Herein lies the danger of ever having considered yourself a completed intellectual. There is always more to know.
At some point in the last few years, something changed. It became impossible to ignore the rise of the collectivist right wing, one that rejects liberty and individualism in favour of statism and tribalism, that also claims to be the only viable alternative to the left. The war is on, and you see it everywhere: on campus, on social media, and even on the streets.
In retrospect, it’s clear that the roots of this new movement are much deeper than, for example, the Trump campaign. There are sightings of the movement as far back as the early 1990s, and it is going to take some serious historical examination to trace all the forces and influences that led to it.
That’s for later. For now, the most important step is to gain an understanding of this strange ideology and what it means for the free society. We need more than images of screaming marchers waving Nazi flags. We need to understand the ideas behind it all (and this is true also for those who find themselves tempted by alt-right ideology). These ideas need to become real in our minds and thereby recognizable even when its adherents aren’t giving Nazi salutes. We need a crash course in what I think is most accurately called right-Hegelianism. We need a conception of its roots, history, and meaning.
Ludwig von Mises
The most important single work on right-collectivism is Omnipotent Government (1944) by Ludwig von Mises. The author himself, a lifetime opponent of socialism, was forced to flee his home in Vienna when the Nazi threat arrived. He left for Geneva in 1934 and came to the United States in 1940, where he went to work almost immediately, reconstructing the intellectual history and meaning of what was called fascism and Nazism.
The book appeared just as the war was ending. Here Mises reveals the economics, politics, and cultural appeal, as well as the conditions, that led to the Nazi rise. He deals very frankly with issues like trade, race, market integration, Jewry, discrimination, class resentment, imperialism, demographic control, trade, and the core illiberalism of rightist collectivism.
What you get out of this book: Mises will train your intellectual instincts to make sense out of what might seem like chaos around you. You will see patterns. You will see connections. You will see trajectories of thought and where they end up. In a strange way, then, the result of the book is to create a calming effect. It makes sense of the whole complicated mess. The book is also infused with an amazing and powerful passion that could only come from someone with his brilliance and direct and personal experience with the problem at hand.
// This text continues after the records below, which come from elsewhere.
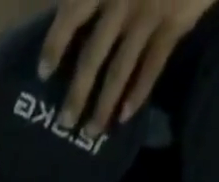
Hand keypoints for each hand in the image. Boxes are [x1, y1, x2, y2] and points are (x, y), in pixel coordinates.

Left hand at [43, 0, 217, 135]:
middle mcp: (122, 0)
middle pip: (91, 57)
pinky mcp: (175, 23)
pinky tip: (125, 116)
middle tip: (64, 124)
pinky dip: (138, 93)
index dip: (55, 45)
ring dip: (103, 106)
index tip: (43, 73)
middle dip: (76, 95)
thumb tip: (75, 4)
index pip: (71, 14)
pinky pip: (152, 67)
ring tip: (91, 132)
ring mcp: (149, 14)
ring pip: (119, 71)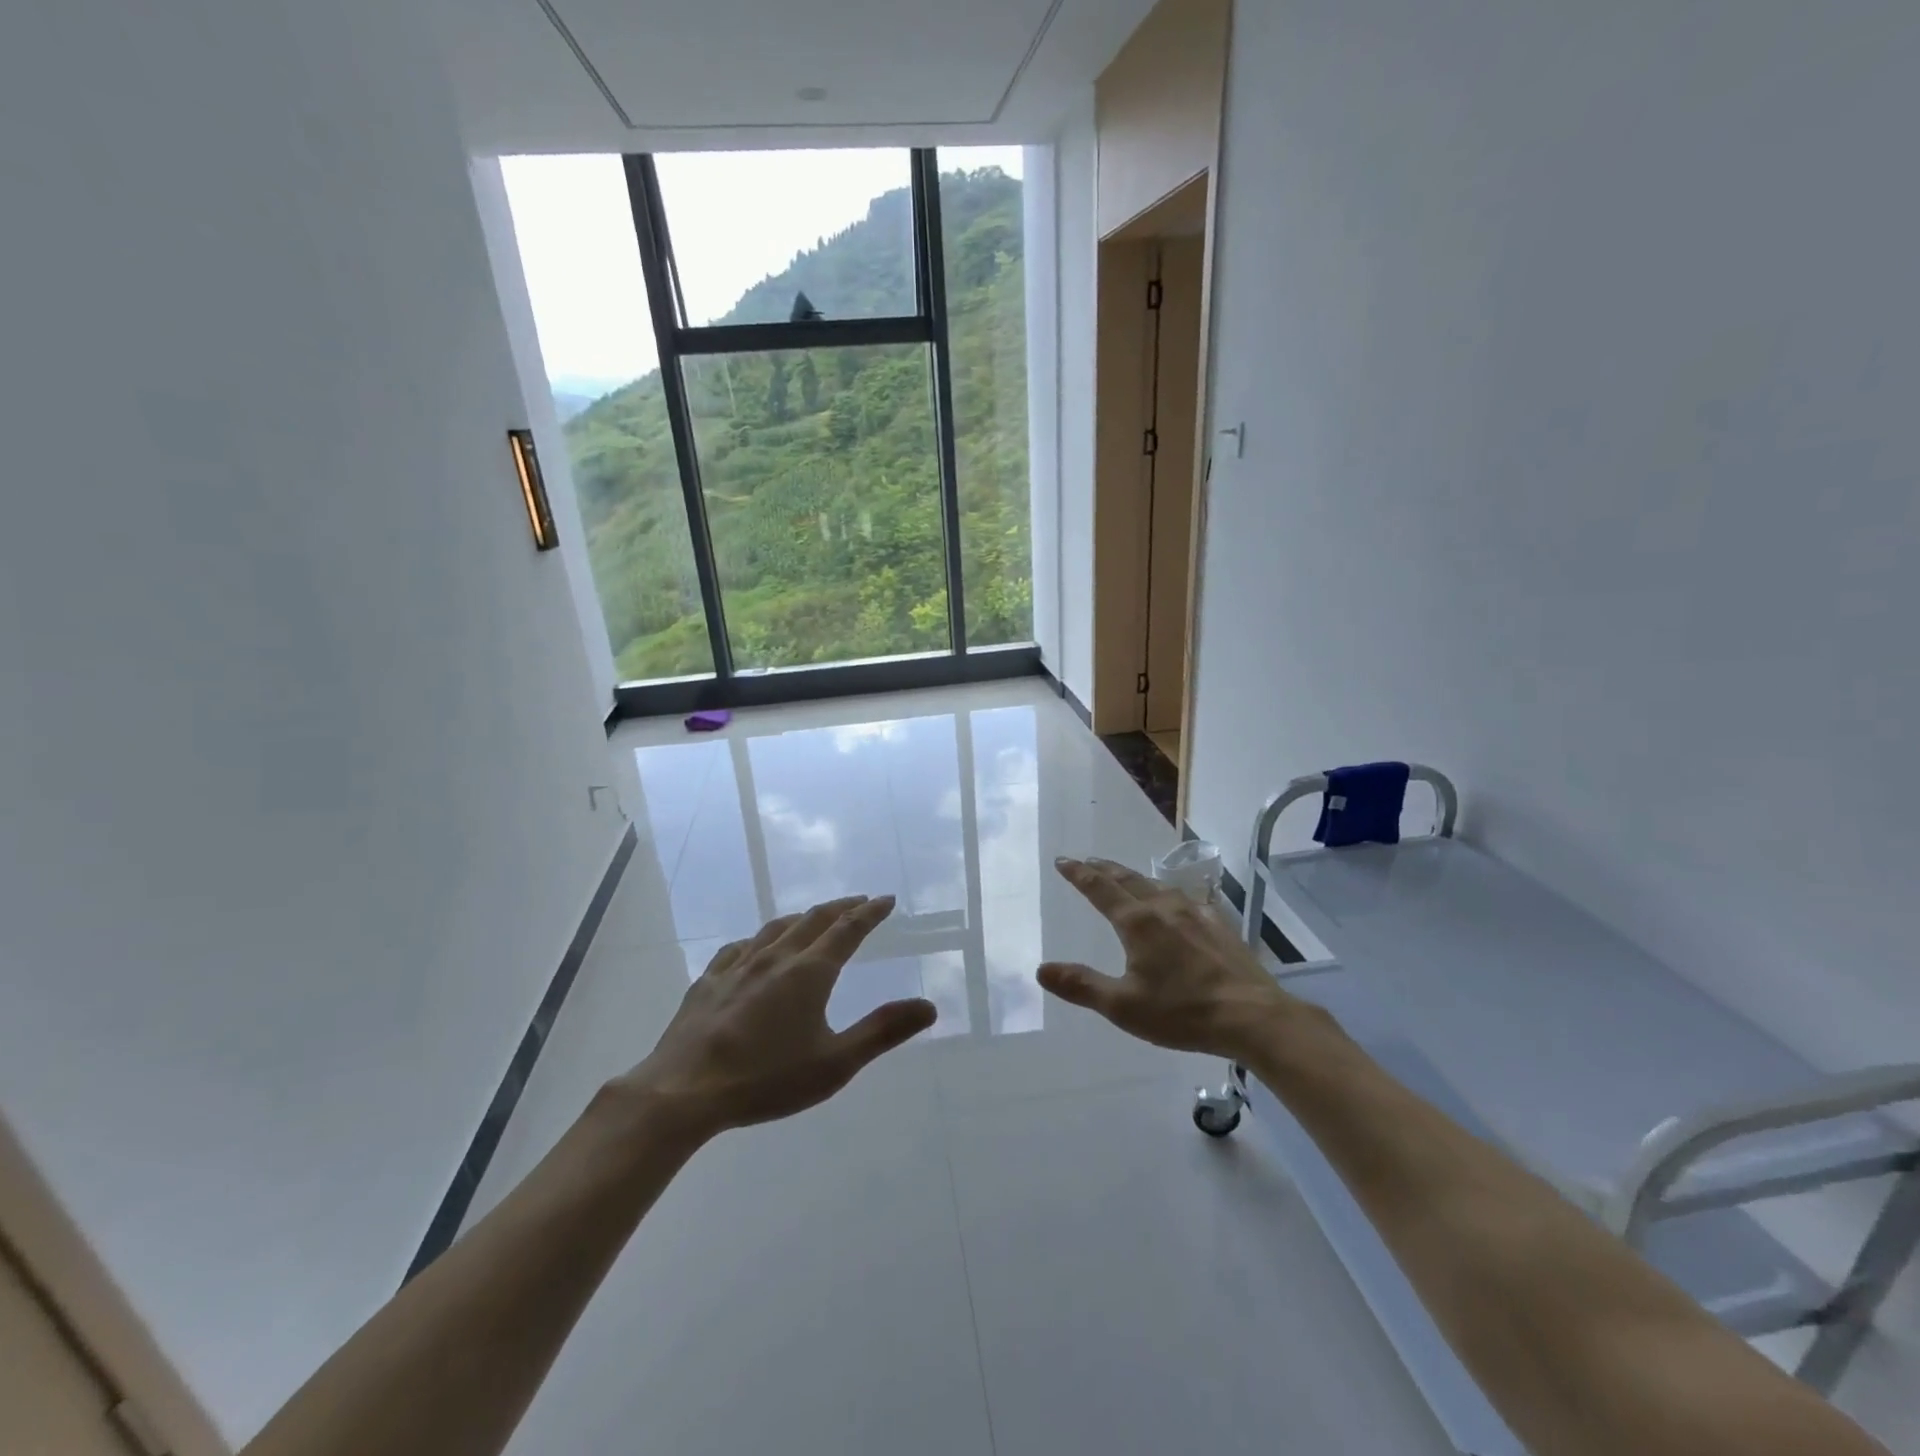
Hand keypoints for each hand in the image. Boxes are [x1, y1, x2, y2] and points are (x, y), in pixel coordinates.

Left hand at [620, 895, 935, 1139]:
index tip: (886, 900)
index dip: (870, 912)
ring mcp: (738, 966)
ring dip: (802, 917)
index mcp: (809, 972)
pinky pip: (740, 947)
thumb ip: (882, 1031)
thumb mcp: (835, 1064)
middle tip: (859, 901)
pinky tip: (754, 947)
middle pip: (814, 919)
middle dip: (841, 907)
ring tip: (813, 918)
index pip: (848, 929)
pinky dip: (759, 938)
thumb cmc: (766, 1079)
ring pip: (776, 927)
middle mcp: (775, 957)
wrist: (684, 1091)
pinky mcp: (708, 981)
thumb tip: (929, 1006)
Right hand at [1038, 858, 1301, 1059]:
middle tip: (1087, 861)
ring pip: (1156, 886)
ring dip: (1133, 877)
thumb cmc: (1182, 1012)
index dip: (1079, 874)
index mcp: (1137, 923)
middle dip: (1104, 869)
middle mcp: (1164, 908)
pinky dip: (1167, 893)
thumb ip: (1082, 985)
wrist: (1252, 1016)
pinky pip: (1185, 899)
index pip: (1100, 889)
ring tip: (1124, 877)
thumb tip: (1041, 969)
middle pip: (1128, 879)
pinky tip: (1176, 902)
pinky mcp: (1218, 925)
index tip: (1063, 861)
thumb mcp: (1123, 1006)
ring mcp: (1195, 913)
My next choice is the most famous book that nobody today has read. It came out the same year as Mises’s book. It is The Road to Serfdom by F.A. Hayek.
The usual interpretation of this book’s core message – that the welfare state brings about socialism – is completely wrong. What Hayek actually argues is that socialism takes many forms, styles, and shades (red and brown, or left and right) and every variation results in the loss of freedom. You can believe you are fighting fascism with socialism and end up with a fascistic state, or you can fight socialism with fascism and end up with an authoritarian socialist state. He demonstrates that these really are false alternatives, and the only real and sustainable alternative to dictatorship is the free society.
Here again, Hayek had a profound personal interest in the outcome of the great ideological struggles of his time and understood them very well. He too was driven out of his home by the Nazi threat and landed in London where the academic scene was dominated by Fabian-style socialists who imagined themselves to be great fighters of fascism. Hayek shocked them all by calling them out: the system you want to manage society will actually bring about the very thing you claim to oppose. In other words, the book is not as much about the reds as it is about the browns and the threat that this way of thinking poses even to England and America.
In the course of his argument, he offers a basic tutorial in the functioning of freedom itself, which can never mean “rule by intellectuals” or “rule by intelligent social managers” but rather defers to the knowledge discovery process that characterizes the choices of individuals in society.